The officer first administered the nine-step walk and turn test. At trial, the officer testified the defendant did not touch his heel to toe, as instructed, on two of the steps. According to the officer, the defendant also was unable to maintain his balance when he was placed in an “instructional pose,” which required him to stand still with his hands by his side and one foot in front of the other. During cross-examination, Attorney Spring asked the officer to demonstrate the instructional pose to the jury. The officer got off the witness stand, stood in front of the jury, placed one foot in front of the other, and promptly lost his balance – greatly damaging the Commonwealth’s argument that loss of balance during the instructional pose is a strong indicator of intoxication. The officer also testified the defendant failed the one-legged stand test because he held his foot in the air for only 10 seconds (instead of 30). Finally, the officer said when he ordered the defendant to recite the alphabet, the defendant failed by singing the last few letters. The defendant submitted to the roadside breathalyzer test (which is inadmissible in court) and blew a .15.

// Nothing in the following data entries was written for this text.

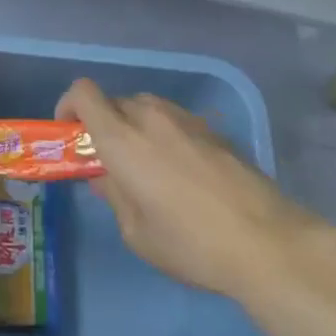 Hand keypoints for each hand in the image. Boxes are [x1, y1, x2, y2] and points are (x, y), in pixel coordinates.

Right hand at [57, 79, 323, 299]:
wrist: (266, 242)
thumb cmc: (190, 244)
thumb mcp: (137, 232)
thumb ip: (114, 195)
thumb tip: (104, 177)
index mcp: (122, 138)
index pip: (83, 92)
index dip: (69, 106)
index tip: (70, 134)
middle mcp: (150, 116)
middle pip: (114, 101)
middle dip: (103, 124)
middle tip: (110, 162)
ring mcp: (185, 118)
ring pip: (145, 107)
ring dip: (135, 127)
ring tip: (147, 168)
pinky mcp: (213, 129)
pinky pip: (174, 120)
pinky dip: (164, 135)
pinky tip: (182, 174) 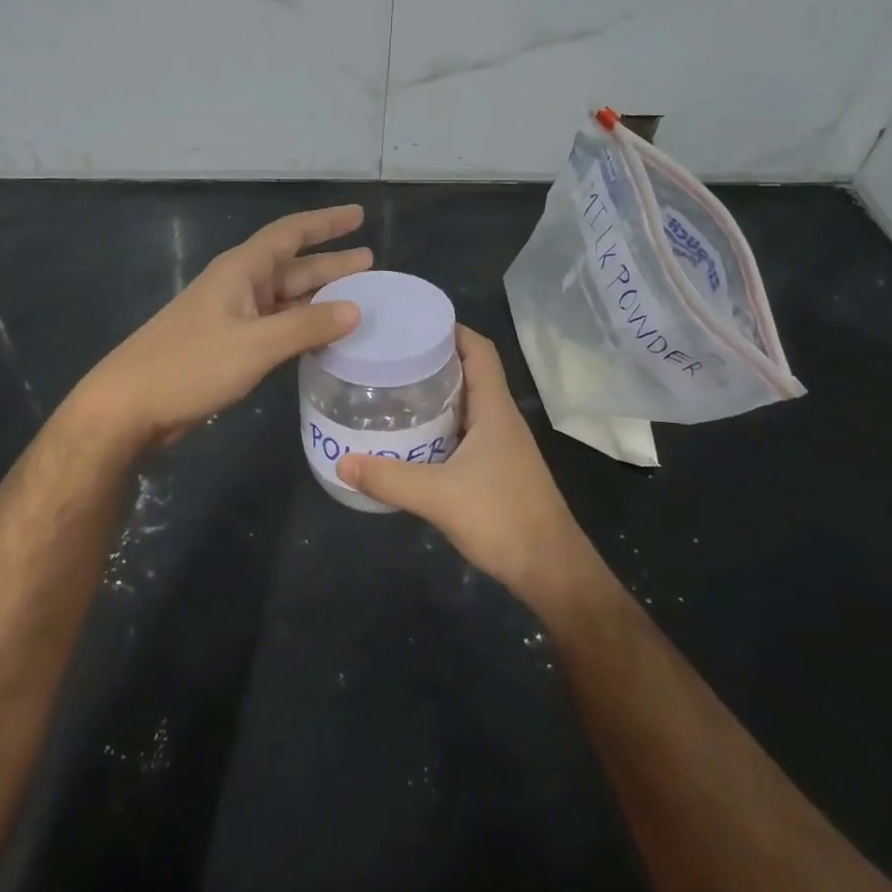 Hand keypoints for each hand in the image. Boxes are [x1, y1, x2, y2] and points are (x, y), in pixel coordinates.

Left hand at [78, 205, 370, 449]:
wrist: (130, 406)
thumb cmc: (191, 365)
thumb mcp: (255, 344)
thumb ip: (306, 326)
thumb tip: (355, 309)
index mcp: (241, 271)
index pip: (290, 234)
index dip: (325, 223)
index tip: (358, 215)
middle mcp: (238, 286)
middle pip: (292, 266)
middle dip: (331, 263)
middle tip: (370, 263)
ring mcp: (232, 316)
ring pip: (285, 298)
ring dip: (319, 298)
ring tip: (359, 300)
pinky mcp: (228, 345)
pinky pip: (275, 326)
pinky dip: (301, 326)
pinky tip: (323, 338)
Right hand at [338, 325, 596, 605]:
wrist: (550, 570)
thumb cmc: (502, 519)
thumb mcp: (438, 496)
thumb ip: (389, 478)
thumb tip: (342, 461)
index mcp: (494, 409)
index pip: (479, 350)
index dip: (451, 329)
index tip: (413, 321)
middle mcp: (500, 418)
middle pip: (469, 372)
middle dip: (433, 358)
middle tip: (389, 355)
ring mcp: (500, 445)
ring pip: (466, 403)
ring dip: (435, 393)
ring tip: (392, 388)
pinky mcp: (496, 468)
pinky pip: (463, 430)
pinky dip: (439, 423)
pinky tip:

At trial, Attorney Spring cross-examined the police officer and forced him to admit he did not remember important details about the field sobriety tests, the arrest, and the booking process. The officer also conceded he could not tell how much the defendant had had to drink based on the smell alone, and the defendant’s other signs of intoxication (such as bloodshot eyes) could have been caused by factors other than alcohol. Attorney Spring also played parts of the booking video in court to establish the defendant did not appear to be unsteady on his feet and did not appear to have slurred speech. During his closing argument, Attorney Spring told the jury his client could not have performed the field sobriety tests as well as he had if he was under the influence of alcohol, and the booking video established conclusively that he was not impaired.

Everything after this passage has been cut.